GET VISIBILITY INTO YOUR BACKUP PROCESS
The earlier a company is able to detect a ransomware infection, the more likely it can prevent significant corruption of data.
Data from the backup process can provide early warning of a ransomware infection. A program that suddenly encrypts your data leaves signs in your backup log. Incremental backups will suddenly "blow up" as every file is essentially changed and the encrypted files cannot be compressed or deduplicated.
Monitoring vital metrics such as capacity utilisation from the backup process every day can help companies detect when ransomware has infected a company's internal system and limit the damage from the compromised data.
CONSIDER YOUR OPTIONS
If ransomware can directly access backup images, then it will be very challenging, if not impossible, to stop it from encrypting corporate backups. For that reason, a purpose-built backup system that abstracts the backup data can prevent ransomware from encrypting historical data.
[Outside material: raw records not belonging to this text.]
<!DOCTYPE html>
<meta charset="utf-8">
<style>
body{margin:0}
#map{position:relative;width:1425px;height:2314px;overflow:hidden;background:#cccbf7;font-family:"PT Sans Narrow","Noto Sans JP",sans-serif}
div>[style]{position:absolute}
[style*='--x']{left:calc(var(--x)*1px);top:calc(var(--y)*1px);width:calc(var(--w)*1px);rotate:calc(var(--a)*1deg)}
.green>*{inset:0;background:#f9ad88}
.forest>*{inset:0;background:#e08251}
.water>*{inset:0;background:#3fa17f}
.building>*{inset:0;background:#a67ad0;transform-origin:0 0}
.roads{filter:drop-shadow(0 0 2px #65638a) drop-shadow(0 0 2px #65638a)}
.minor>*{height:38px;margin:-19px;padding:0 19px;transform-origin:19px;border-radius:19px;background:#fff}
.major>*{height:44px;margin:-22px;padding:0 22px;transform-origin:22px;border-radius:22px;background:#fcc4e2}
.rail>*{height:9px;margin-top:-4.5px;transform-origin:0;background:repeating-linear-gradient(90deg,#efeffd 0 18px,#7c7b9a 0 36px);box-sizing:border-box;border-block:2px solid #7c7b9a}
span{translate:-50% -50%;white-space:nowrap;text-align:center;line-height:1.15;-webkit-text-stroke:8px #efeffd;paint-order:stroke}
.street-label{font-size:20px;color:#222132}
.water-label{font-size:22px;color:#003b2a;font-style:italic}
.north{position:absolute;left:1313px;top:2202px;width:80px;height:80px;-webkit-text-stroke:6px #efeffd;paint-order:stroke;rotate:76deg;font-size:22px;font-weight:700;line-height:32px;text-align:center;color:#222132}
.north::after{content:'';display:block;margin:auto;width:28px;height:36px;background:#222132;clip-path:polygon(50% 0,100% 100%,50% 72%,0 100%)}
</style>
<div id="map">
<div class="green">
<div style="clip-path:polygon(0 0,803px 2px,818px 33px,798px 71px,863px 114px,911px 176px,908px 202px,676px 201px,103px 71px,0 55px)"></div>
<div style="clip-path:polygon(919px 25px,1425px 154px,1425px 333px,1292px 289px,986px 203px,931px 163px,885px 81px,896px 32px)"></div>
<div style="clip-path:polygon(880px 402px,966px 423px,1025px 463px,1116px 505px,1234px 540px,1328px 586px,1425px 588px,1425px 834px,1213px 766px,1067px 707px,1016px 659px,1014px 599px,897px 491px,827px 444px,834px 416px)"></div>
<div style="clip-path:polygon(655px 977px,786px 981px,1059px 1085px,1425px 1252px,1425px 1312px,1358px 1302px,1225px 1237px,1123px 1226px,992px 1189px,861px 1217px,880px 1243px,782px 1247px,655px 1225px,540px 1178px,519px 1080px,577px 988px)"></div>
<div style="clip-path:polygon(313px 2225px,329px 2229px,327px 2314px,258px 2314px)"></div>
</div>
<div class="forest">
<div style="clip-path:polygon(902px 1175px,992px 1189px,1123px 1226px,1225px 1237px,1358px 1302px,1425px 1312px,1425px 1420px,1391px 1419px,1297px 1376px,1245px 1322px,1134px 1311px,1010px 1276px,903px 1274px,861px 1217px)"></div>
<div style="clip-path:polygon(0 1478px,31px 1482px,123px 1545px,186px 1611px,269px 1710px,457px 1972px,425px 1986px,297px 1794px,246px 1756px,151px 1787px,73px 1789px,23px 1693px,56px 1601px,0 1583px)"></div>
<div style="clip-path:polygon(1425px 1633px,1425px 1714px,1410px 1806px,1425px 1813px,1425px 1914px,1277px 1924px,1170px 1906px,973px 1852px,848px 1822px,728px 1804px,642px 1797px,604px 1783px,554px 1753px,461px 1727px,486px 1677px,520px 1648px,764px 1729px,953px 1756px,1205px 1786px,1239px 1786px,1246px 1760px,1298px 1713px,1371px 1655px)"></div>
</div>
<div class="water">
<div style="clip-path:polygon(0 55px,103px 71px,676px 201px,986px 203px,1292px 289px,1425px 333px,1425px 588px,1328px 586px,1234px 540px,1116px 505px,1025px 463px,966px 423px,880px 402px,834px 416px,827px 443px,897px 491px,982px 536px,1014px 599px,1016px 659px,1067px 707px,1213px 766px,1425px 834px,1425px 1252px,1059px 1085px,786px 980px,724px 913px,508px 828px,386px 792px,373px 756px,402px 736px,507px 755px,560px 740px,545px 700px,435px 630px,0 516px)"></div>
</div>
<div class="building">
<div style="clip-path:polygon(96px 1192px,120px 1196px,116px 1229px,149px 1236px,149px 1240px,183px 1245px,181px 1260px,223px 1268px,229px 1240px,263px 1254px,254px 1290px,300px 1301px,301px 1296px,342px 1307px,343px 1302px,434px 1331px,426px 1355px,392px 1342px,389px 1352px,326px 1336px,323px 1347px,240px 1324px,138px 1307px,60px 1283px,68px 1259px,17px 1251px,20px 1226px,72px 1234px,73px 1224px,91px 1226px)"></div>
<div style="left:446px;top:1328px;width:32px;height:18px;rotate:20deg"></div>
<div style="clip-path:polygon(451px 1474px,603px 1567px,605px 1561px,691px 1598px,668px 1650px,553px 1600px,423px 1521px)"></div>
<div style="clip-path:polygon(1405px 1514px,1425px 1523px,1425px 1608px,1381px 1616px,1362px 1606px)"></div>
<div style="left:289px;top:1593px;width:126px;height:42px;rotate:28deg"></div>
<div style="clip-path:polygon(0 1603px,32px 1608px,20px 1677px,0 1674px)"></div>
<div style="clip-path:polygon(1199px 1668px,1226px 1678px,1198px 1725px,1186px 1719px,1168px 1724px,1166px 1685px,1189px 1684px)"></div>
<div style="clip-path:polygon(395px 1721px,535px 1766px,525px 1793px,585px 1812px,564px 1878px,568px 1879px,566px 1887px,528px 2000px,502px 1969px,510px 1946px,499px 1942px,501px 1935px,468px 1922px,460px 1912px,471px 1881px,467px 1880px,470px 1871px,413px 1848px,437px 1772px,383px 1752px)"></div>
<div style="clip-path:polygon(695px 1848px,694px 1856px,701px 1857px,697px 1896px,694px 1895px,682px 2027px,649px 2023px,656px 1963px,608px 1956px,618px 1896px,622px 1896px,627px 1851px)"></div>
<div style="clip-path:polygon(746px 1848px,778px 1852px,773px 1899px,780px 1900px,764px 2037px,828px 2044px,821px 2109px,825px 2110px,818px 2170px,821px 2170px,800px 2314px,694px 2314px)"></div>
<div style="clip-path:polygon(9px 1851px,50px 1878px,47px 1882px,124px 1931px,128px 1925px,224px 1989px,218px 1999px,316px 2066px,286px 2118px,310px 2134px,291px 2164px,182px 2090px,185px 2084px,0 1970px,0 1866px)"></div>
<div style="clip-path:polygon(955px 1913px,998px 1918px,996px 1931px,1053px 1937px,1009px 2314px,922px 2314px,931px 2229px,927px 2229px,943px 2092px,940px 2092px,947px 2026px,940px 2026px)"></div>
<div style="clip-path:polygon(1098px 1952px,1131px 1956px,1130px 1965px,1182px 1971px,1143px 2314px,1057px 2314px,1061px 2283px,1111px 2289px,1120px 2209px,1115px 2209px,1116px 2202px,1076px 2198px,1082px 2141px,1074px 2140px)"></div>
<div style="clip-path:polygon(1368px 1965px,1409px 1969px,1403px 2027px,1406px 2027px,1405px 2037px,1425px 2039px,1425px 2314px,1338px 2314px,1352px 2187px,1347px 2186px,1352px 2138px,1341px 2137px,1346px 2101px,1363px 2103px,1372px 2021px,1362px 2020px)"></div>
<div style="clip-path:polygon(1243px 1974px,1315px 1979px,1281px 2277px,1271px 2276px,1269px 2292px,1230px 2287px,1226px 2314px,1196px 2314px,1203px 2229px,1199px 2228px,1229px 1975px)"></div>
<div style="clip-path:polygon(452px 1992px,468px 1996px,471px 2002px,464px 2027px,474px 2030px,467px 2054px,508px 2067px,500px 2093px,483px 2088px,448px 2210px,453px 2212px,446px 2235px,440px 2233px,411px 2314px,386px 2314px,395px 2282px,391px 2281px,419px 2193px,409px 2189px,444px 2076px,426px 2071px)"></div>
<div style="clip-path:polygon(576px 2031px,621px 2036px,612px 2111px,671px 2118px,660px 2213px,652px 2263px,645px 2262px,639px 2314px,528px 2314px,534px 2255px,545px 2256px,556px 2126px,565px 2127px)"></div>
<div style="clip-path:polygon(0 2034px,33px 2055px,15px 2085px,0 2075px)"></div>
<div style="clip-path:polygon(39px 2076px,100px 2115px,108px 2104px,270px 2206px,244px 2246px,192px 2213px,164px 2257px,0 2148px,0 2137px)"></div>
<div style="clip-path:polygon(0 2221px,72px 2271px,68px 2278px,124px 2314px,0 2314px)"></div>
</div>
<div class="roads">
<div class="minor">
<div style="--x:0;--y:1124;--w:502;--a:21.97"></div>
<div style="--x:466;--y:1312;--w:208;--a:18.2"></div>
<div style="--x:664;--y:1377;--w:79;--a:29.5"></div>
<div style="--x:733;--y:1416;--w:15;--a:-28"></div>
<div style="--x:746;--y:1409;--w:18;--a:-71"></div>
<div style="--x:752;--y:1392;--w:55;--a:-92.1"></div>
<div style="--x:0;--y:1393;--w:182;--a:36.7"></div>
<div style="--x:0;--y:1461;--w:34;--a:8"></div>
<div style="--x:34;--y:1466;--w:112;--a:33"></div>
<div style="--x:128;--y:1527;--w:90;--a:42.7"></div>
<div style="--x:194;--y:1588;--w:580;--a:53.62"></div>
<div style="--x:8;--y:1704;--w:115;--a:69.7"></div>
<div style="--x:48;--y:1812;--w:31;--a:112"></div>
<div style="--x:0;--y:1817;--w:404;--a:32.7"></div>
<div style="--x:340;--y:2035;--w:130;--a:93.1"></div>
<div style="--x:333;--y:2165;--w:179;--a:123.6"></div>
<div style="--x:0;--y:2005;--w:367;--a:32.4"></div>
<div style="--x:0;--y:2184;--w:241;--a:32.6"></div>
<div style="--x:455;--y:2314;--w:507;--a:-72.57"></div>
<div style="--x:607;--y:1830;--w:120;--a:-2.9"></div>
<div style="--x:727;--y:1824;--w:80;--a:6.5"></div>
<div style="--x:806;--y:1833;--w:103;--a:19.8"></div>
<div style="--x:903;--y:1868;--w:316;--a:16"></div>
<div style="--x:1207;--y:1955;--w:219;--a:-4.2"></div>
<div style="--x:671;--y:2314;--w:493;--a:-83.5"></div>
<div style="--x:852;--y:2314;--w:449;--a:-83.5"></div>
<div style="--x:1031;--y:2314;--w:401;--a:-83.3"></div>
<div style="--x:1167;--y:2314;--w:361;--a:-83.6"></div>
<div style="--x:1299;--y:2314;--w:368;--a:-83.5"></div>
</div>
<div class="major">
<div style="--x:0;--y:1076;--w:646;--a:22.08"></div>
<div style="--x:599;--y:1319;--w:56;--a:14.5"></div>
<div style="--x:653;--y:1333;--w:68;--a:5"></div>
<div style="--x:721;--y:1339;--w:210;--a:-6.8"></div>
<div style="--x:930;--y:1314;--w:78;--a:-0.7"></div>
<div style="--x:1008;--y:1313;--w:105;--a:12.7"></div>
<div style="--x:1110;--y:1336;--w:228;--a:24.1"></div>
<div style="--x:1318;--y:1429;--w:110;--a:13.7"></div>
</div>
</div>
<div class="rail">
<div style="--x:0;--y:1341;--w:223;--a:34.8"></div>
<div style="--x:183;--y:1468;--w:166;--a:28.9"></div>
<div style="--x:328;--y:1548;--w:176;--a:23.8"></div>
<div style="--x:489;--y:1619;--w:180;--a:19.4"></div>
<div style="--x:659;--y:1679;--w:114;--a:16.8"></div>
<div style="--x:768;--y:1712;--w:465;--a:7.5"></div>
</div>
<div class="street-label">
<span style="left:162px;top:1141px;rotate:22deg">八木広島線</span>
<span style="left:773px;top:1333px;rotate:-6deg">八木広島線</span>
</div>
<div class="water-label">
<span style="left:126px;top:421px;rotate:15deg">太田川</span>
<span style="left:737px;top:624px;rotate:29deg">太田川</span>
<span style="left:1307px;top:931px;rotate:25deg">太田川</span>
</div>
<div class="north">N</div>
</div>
By separating backups from your normal operating environment and making sure the process is not running on a general-purpose server and operating system, your backups can be hardened against an attack.
Backup systems based on the most commonly targeted operating system, Microsoft Windows, are prone to being attacked, making it much harder to protect your backup data.
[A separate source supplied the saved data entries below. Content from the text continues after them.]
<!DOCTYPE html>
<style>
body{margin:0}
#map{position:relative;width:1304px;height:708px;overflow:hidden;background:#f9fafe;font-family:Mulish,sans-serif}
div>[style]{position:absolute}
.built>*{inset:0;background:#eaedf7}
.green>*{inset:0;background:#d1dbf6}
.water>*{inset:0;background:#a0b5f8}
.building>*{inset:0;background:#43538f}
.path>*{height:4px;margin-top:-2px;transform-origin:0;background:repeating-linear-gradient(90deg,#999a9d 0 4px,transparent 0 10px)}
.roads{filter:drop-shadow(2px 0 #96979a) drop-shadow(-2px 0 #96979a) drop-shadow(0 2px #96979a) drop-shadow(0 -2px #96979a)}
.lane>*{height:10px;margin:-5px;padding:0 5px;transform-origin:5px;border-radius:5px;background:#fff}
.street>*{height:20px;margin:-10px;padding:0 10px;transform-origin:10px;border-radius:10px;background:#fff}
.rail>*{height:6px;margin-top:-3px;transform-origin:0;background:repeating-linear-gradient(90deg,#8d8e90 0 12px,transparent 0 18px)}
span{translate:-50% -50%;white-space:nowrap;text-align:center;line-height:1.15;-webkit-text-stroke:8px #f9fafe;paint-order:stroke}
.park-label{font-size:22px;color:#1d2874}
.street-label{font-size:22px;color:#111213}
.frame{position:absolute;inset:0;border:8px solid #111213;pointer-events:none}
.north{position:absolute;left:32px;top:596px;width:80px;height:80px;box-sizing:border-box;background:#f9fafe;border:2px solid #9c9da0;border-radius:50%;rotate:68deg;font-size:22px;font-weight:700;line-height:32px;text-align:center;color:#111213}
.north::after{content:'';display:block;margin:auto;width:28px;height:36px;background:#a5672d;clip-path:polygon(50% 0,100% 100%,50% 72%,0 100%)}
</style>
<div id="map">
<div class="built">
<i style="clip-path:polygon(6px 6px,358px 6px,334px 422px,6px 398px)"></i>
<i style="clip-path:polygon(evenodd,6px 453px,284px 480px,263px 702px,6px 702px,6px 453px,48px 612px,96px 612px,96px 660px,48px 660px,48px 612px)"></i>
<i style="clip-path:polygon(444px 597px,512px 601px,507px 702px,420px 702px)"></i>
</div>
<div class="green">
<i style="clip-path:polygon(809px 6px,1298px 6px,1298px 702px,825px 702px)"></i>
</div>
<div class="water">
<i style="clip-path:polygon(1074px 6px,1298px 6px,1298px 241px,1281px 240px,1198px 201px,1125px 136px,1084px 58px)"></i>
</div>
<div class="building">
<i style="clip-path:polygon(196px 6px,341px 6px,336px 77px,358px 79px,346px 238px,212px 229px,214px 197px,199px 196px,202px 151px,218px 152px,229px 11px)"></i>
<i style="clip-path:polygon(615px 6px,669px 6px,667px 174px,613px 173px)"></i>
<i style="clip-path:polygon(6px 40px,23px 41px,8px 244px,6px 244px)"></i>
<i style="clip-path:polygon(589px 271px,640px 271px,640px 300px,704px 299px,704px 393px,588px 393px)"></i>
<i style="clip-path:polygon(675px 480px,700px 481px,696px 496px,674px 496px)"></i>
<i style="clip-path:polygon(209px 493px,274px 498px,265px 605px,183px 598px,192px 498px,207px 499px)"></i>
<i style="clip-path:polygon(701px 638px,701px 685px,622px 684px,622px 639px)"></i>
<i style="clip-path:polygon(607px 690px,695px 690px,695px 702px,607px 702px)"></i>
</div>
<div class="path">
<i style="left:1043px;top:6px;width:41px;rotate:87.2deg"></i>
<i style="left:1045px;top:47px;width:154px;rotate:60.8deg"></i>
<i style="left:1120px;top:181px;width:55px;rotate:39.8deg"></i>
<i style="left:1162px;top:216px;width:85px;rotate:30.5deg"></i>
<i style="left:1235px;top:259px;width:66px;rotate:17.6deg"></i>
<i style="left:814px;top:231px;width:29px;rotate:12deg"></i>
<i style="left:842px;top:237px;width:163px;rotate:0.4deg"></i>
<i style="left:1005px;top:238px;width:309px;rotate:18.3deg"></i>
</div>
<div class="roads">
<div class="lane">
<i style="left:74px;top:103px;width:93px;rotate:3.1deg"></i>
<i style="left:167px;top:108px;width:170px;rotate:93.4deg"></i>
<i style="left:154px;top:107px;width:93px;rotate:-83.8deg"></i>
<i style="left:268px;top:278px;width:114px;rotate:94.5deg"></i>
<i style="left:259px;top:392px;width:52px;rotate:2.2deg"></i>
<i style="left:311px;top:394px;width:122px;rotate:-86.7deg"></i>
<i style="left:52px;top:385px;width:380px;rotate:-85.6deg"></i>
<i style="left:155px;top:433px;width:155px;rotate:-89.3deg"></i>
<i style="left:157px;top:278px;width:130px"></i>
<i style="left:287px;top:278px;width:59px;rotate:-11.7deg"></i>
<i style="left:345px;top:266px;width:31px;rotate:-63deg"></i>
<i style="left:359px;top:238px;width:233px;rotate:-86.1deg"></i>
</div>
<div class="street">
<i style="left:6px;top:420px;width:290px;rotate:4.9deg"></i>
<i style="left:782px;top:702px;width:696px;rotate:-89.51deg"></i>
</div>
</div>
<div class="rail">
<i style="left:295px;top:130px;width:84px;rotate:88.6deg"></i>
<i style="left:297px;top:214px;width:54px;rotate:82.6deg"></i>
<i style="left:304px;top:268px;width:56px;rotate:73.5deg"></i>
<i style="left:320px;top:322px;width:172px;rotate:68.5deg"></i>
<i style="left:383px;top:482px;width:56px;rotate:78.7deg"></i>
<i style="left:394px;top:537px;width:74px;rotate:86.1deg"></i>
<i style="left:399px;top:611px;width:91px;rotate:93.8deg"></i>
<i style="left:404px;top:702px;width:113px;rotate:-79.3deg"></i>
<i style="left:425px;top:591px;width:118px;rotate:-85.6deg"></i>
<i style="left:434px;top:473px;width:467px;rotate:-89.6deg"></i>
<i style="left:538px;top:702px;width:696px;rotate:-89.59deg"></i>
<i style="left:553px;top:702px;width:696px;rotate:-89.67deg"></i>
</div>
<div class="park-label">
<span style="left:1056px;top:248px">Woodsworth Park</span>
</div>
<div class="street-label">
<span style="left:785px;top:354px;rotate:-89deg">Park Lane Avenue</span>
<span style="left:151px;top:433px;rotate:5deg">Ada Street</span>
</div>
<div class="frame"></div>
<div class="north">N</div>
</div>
REGULARLY TEST YOUR RECOVERY PROCESS
Backups are pointless unless you can recover your data quickly and reliably. Some victims of ransomware have had backups but still had to pay the ransom because the backup schedule either did not perform backups with enough granularity or they were not backing up the right data.
Part of testing the recovery process is determining the window of data loss. A company that does a full backup every week will lose up to a week of data should it need to recover after its last backup. Doing daily or hourly backups greatly increases the level of protection.
To fend off damage, organisations require more granular backups and they have to detect ransomware events as early as possible.
Ultimately, companies should aim to detect ransomware attacks early through monitoring or anti-malware defences, use a purpose-built system to maintain a separation between the backup data and a potentially compromised system, and regularly test the backup and restore process to ensure data is properly protected.
These efforts will keep backups at the top of the list of ransomware defences and will reduce the risk of losing data in the event of an attack.
- Rod Mathews is senior vice-president and general manager, Data Protection Business, for Barracuda. He directs strategic product direction and development for all data protection offerings, including Barracuda's backup and archiving products, and is also responsible for Barracuda's cloud operations team and infrastructure.